You're working on an engineering design problem and would like to see how you can leverage Excel to find an optimum design solution.
Model your design problem in Excel as an optimization problem and then use Solver to find a solution.
It is rather straightforward to model many different engineering design problems in Excel. Many engineers do so on a daily basis. Moreover, once you have a model set up in Excel, it's a small step to use Solver to optimize that model. Take a look at the spreadsheet in Figure 13-12.
Figure 13-12. Engineering design optimization example
This spreadsheet represents a typical structural engineering design task. I don't want to go too far describing all the structural engineering background relevant to this problem; but I'll give you an overview so you can get the gist of what we're trying to optimize. Basically, this is a model of a stiffened panel. A stiffened panel is comprised of a plate with beams attached to it to provide strength and rigidity. In this case, the panel is comprised of an aluminum plate, 150 cm long and 100 cm wide, supported all around its edges. The plate also has attached to it a number of T-type stiffeners. Figure 13-13 illustrates this sort of panel.

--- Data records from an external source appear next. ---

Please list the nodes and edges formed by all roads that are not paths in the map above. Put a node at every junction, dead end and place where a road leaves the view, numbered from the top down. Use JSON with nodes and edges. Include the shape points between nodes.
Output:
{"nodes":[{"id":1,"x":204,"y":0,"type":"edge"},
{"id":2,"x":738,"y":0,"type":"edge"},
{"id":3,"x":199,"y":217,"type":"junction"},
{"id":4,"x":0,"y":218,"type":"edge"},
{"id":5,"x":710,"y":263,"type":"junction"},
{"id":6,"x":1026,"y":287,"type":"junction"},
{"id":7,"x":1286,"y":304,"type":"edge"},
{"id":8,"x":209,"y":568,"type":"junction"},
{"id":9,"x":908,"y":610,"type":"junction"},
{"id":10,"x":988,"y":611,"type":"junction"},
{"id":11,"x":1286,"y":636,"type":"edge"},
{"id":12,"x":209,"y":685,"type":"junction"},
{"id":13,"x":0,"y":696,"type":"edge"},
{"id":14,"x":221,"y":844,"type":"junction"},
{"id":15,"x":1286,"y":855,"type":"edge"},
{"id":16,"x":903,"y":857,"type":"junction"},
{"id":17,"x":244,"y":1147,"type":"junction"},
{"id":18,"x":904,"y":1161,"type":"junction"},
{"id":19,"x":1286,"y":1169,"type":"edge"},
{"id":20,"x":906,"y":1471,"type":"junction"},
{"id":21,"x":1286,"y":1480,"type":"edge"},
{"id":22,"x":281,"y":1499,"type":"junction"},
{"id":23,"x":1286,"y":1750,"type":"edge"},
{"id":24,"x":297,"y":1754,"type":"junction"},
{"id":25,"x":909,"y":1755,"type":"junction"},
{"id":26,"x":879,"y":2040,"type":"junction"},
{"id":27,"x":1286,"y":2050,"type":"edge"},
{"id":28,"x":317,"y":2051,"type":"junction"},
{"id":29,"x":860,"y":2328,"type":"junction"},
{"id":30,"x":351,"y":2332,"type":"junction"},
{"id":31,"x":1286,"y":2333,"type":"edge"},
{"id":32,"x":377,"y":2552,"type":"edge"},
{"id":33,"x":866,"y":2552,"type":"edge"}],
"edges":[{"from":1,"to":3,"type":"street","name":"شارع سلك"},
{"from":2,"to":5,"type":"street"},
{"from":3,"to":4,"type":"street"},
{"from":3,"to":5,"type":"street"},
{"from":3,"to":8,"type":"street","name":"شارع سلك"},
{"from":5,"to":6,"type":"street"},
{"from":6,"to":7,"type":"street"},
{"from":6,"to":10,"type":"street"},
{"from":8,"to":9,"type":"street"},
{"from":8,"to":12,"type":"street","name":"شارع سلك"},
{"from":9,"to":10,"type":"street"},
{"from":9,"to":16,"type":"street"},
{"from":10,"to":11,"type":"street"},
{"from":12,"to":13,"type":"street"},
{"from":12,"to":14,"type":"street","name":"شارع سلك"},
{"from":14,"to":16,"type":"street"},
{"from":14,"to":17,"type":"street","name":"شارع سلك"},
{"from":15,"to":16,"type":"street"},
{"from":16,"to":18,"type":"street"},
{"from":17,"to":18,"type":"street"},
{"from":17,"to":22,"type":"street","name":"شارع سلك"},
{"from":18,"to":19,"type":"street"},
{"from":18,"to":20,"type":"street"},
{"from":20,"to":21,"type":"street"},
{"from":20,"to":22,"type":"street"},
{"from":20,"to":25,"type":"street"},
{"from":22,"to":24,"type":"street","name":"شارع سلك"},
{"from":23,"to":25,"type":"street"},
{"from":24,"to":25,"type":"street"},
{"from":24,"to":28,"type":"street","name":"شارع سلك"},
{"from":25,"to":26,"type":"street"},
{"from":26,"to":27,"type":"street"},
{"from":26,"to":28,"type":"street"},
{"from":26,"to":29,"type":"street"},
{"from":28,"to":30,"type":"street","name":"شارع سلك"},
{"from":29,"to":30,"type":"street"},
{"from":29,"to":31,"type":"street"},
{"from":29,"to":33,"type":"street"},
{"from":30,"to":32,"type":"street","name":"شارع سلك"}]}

Figure 13-13. Stiffened panel
You can imagine such a panel forming a portion of a wall of an aluminum building or perhaps the hull of an aluminum boat. The latter case is actually the inspiration for this example.
Boats, especially high-speed boats, are sensitive to weight in terms of performance. So a common task facing naval engineers involves sizing panels like this one so that it has enough strength but is also as light as possible. Sure, you could be conservative and use a really thick plate with a lot of stiffening beams, but that would be expensive and heavy.
You have to use some sort of standard criteria to determine whether such a panel is strong enough. There are such codes (as in rules and regulations, not to be confused with software code) for many types of structures and in this particular case, you can use the standard codes applicable to aluminum boats. These codes require engineers to calculate certain properties of the panel to compare with acceptable values given in the codes. The spreadsheet shown in Figure 13-12 performs just this sort of calculation and comparison.
Cells D1 through D8 contain basic information on the panel and associated stiffeners. The table toward the bottom, cells C18 through J22, contains more specific information on the geometry of the components making up the stiffened panel. This panel also performs the required engineering calculations needed to determine the properties of the stiffened panel. The results of these calculations are contained in cells D10 through D14.
Finally, cells J1 through J7 contain code-related requirements on the properties of the stiffened panel. These cells also contain some practical engineering limits.
The optimization task is to find an optimum combination of plate thickness, stiffener web size, stiffener flange size, and spacing between stiffeners that will yield a panel meeting the code requirements, while at the same time resulting in the minimum achievable weight. Therefore, in terms of optimization, minimizing weight is the objective. All the other requirements become constraints.
Since the material is homogeneous and uniform in this case, we can minimize weight by minimizing the total volume of metal material used to build the stiffeners and panel. The volume is computed by summing the volumes of the plate and stiffeners. Cell D16 contains the volume calculation, and you can see the formula in the formula bar in Figure 13-12. This is our objective function.
The variables we want to change include the stiffener spacing, plate thickness, stiffener web depth and thickness, and stiffener flange width and thickness.
Figure 13-14 shows the Solver model I set up for this problem.
Figure 13-14. Design optimization Solver model
As expected, cell D16, the objective function, is the target cell, which is set to be minimized. The By Changing Cells textbox includes all of the shaded cells in Figure 13-12 corresponding to the variables we want to vary, as discussed a moment ago.
All the code and design requirements discussed earlier become constraints. (See Chapter 9 for more on setting up Solver models and adding constraints.) For example, the section modulus (SM) of the stiffened panel (SM top and SM bot in the spreadsheet) must be greater than or equal to the Min. allowable SM specified in cell J3. The corresponding Solver constraints are $D$13 >= $J$3 and $D$14 >= $J$3, as shown in Figure 13-14. I added similar constraints for each design requirement listed in cells J1 through J7.
Running Solver resulted in the optimum values shown earlier in Figure 13-12. Initially, I tried 50 cm for stiffener spacing and 1 cm for all other optimization variables. Solver readily found a solution with this initial guess. Just to be sure, I tried several other initial guesses; Solver converged on the same solution, so I'm fairly confident that this solution represents a global optimum in this particular design space.
In summary: if you can model a design problem in Excel, you can optimize it in Excel. The trick is in identifying your objective function and the variables you want to change. For highly nonlinear problems, you also have to be careful that you don't converge to a local minimum. You can use the technique I showed you in Recipe 13.4 to mitigate the risk of not finding a global optimum.